Your Content Goes Here
Most women with migraine name stress as their number one trigger. But what exactly happens in your body during stressful times, and how does this chain reaction lead to the throbbing headache, sensitivity to light and sound, and other overwhelming symptoms of a migraine attack?
How Your Body Responds to Stress
When you feel stressed, your body switches into “fight or flight” mode, starting a series of changes originally designed to help you face danger. While this response is helpful in truly dangerous situations, it can spell trouble if you’re prone to migraines.
A 2020 study by Buse and colleagues in the Journal of Headache and Pain found that stress activates your body’s stress control center (called the HPA axis), which releases cortisol and other stress hormones.
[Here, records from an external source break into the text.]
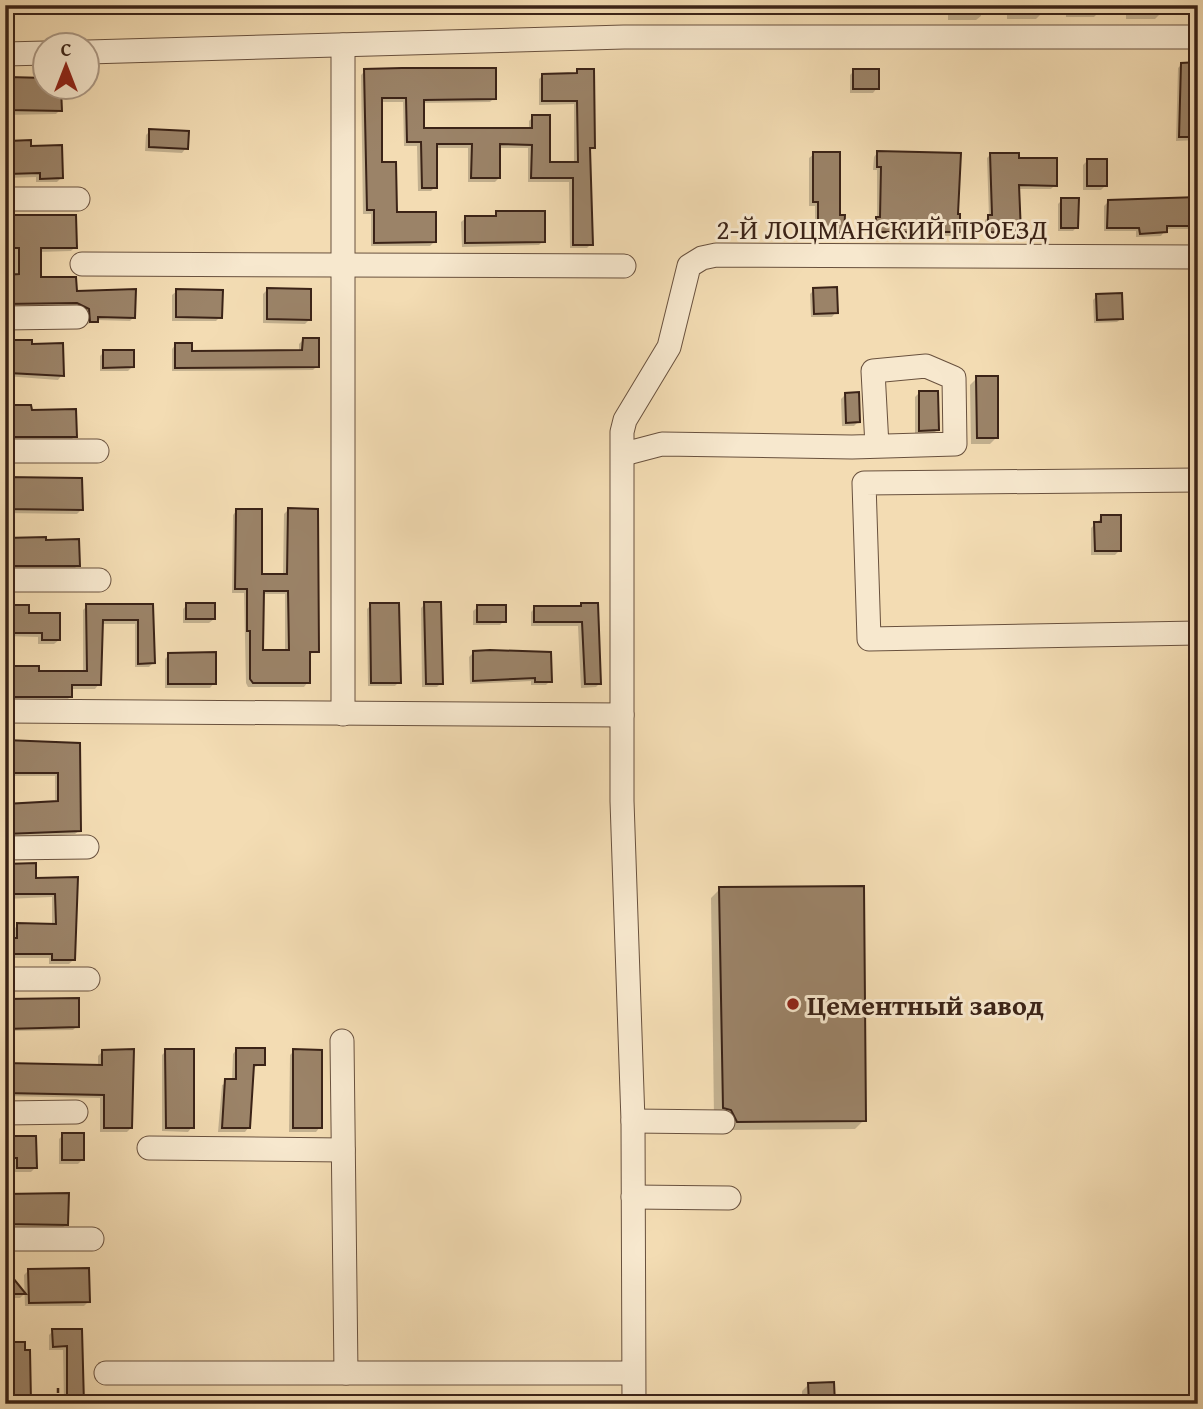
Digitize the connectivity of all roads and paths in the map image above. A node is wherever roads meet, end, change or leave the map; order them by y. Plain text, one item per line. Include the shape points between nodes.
1 (1198, 37) edge
2 (343, 45) junction
3 (102, 52) edge
4 (32, 53) edge
5 (5, 54) edge
6 (5, 199) edge
7 (78, 200) dead end
8 (1198, 257) edge
9 (82, 264) dead end
10 (343, 265) junction
11 (624, 266) dead end
12 (77, 317) dead end
13 (5, 318) edge
14 (877, 446) junction
15 (97, 450) dead end
16 (5, 451) edge
17 (624, 454) junction
18 (1198, 480) edge
19 (5, 580) edge
20 (99, 580) dead end
21 (1198, 633) edge
22 (5, 711) edge
23 (343, 714) junction
24 (622, 715) junction
25 (87, 847) dead end
26 (5, 848) edge
27 (5, 979) edge
28 (88, 979) dead end
29 (342, 1041) dead end
30 (5, 1112) edge
31 (76, 1112) dead end
32 (633, 1121) junction
33 (723, 1122) dead end
34 (149, 1148) dead end
35 (343, 1150) junction
36 (634, 1197) junction
37 (729, 1198) dead end
38 (5, 1239) edge
39 (92, 1239) dead end
40 (106, 1373) dead end
41 (346, 1373) junction
42 (633, 1373) junction
43 (58, 1388) dead end
44 (58, 1404) edge
45 (634, 1404) edge

1 - 2 street via 627,37
2 - 3 street
2 - 10 street
4 - 5 street
6 - 7 street
8 - 17 street, 2-Й ЛОЦМАНСКИЙ ПРОЕЗД via 702,258 689,266 669,347 622,425
9 - 10 street
10 - 11 street
10 - 23 street
12 - 13 street
14 - 14 street via 955,444 954,378 926,366 873,371
14 - 17 street via 662,444
15 - 16 street
17 - 24 street, 2-Й ЛОЦМАНСКИЙ ПРОЕЗД
18 - 21 street via 863,483 869,639
19 - 20 street
22 - 23 street
23 - 24 street
24 - 32 street, 2-Й ЛОЦМАНСКИЙ ПРОЕЗД
25 - 26 street
27 - 28 street
29 - 35 street
30 - 31 street
32 - 33 street
32 - 36 street, 2-Й ЛОЦМАНСКИЙ ПРОЕЗД
34 - 35 street
35 - 41 street
36 - 37 street
36 - 42 street, 2-Й ЛОЦМАНСКИЙ ПРОЕЗД
38 - 39 street
40 - 41 street
41 - 42 street
42 - 45 street, 2-Й ЛОЦМАНСКИЙ ПРОЕЗД
43 - 44 path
These hormones change blood flow in your brain, cause inflammation, and affect how you process pain—all important factors in migraine (Buse et al., 2020).
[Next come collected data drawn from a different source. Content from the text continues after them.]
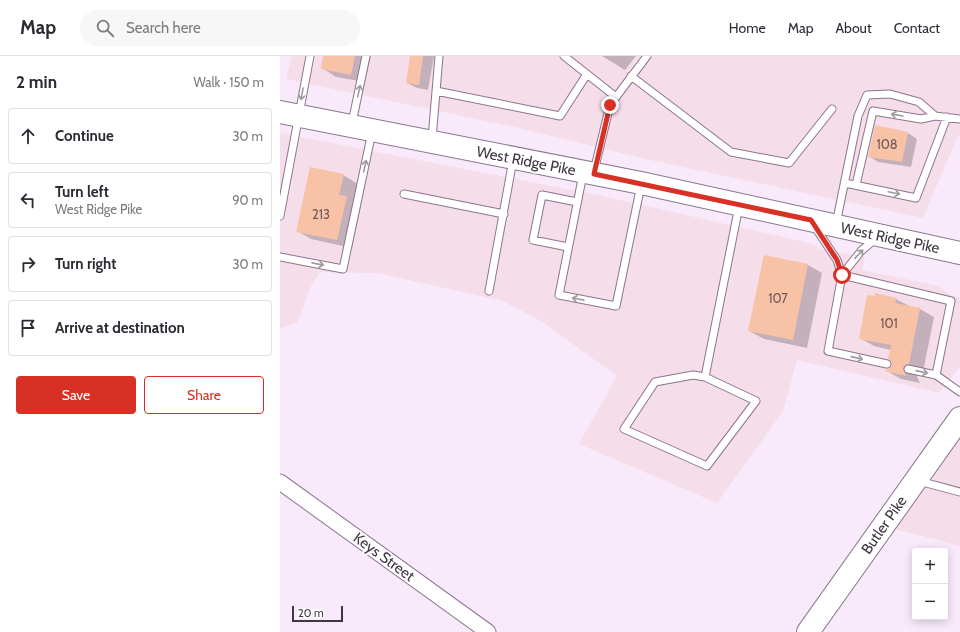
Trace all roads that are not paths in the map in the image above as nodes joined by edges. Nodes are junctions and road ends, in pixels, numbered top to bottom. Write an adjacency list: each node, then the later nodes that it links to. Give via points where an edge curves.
1 (310, 56): 11 (lane, one-way to 11)
2 (366, 56): 15 (lane, one-way to 2)
3 (439, 56): 8 (lane)
4 (564, 56): 6 (lane)
5 (647, 56): 7 (lane)
6 (587, 74): 8 (lane, via 560,116); 9 (lane)
7 (631, 76): 9 (lane); 10 (lane, via 731,152 790,163)
8 (436, 91): 16 (lane)
9 (616, 97): 18 (lane, via 610,105)
10 (832, 108)
11 (289, 113): 15 (main road, West Ridge Pike); 26 (lane)
12 (935, 116): 13 (lane); 20 (lane, via 919,102 890,94 868,95 858,116); 21 (lane, one-way to 21, via 921,120 873,111)
13 (947, 118): 14 (lane); 21 (lane, one-way to 13, via 916,198)
14 (960, 119)
15 (362, 128): 16 (main road, West Ridge Pike); 32 (lane, one-way to 15, via 343,269)
16 (432, 143): 17 (main road, West Ridge Pike)
17 (513, 158): 18 (main road, West Ridge Pike); 25 (lane)
18 (589, 173): 19 (main road, West Ridge Pike); 23 (lane)
19 (641, 183): 24 (main road, West Ridge Pike); 30 (lane, one-way to 30, via 616,306 558,295)
20 (845, 183): 21 (lane); 28 (lane)
21 (856, 185)
22 (404, 194): 25 (lane)
23 (577, 202): 30 (lane); 30 (lane, via 542,195 533,240)
24 (739, 204): 27 (main road, West Ridge Pike); 38 (lane)
25 (504, 214): 34 (lane)
26 (280, 216)
27 (811, 220): 28 (main road, West Ridge Pike); 33 (lane, via 837,260)
28 (836, 226): 29 (main road, West Ridge Pike)
29 (878, 236): 31 (main road, West Ridge Pike); 33 (lane, one-way to 29, via 861,251)
30 (568, 247)
31 (959, 253)
32 (280, 257)
33 (842, 275): 35 (lane, one-way to 35, via 828,351); 37 (lane, via 951,301)
34 (489, 291)
35 (887, 364)
36 (908, 369): 37 (lane, one-way to 37)
37 (936, 375): 39 (lane)
38 (705, 377): 38 (lane, via 693,375 656,382 624,429 707,466 756,401)
39 (960, 392)
40 (960, 418): 41 (main road, Butler Pike)
41 (915, 480): 43 (lane); 45 (main road, Butler Pike)
42 (280, 482): 44 (street, Keys Street)
43 (960, 492)
44 (488, 632)
45 (808, 632)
What Happens in Your Brain
Recent research shows that stress affects key parts of your brain involved in migraine:
- Nerve Pathways: Stress can trigger the release of pain-causing chemicals from the trigeminal nerve (a major nerve in your face and head), including CGRP, which makes blood vessels expand and become inflamed. A 2019 review by Dodick in Nature Reviews Neurology confirmed this connection (Dodick, 2019).
- Brain Wave Activity: A 2021 review by Charles and Baca published in Nature Reviews Neurology found that stress hormones can make it easier for unusual electrical activity to spread across your brain—this spreading electrical activity is what causes migraine aura (the visual disturbances some women experience before a headache) (Charles & Baca, 2021).
- Pain Sensitivity: A 2018 brain imaging study by Borsook and colleagues published in Neuroscience Letters showed that ongoing stress changes how your brain processes pain signals, potentially making you more sensitive to things that might trigger a migraine (Borsook et al., 2018).
How Stress Affects Brain Chemicals
Stress has a big impact on the chemical messengers in your brain that play important roles in migraine:
Serotonin: A 2022 review by Warfvinge and Edvinsson in Frontiers in Neurology showed that stress can lower your serotonin levels. Since serotonin helps control pain and blood vessel size, having too little may contribute to migraine attacks (Warfvinge & Edvinsson, 2022).
Glutamate: Research from Fried and colleagues (2017) found that stress increases glutamate—a brain chemical that excites nerve cells. Too much glutamate can make your brain cells overactive, which is thought to be a key part of how migraines begin (Headache, 2017).
The “Let-Down” Effect
Surprisingly, many women report getting migraines not during their most stressful moments, but right after the stress ends—this is called the “let-down effect.” A 2018 study by Lipton and colleagues in Neurology confirmed this pattern, finding that migraine risk went up significantly in the 12-24 hours after stress levels dropped (Lipton et al., 2018).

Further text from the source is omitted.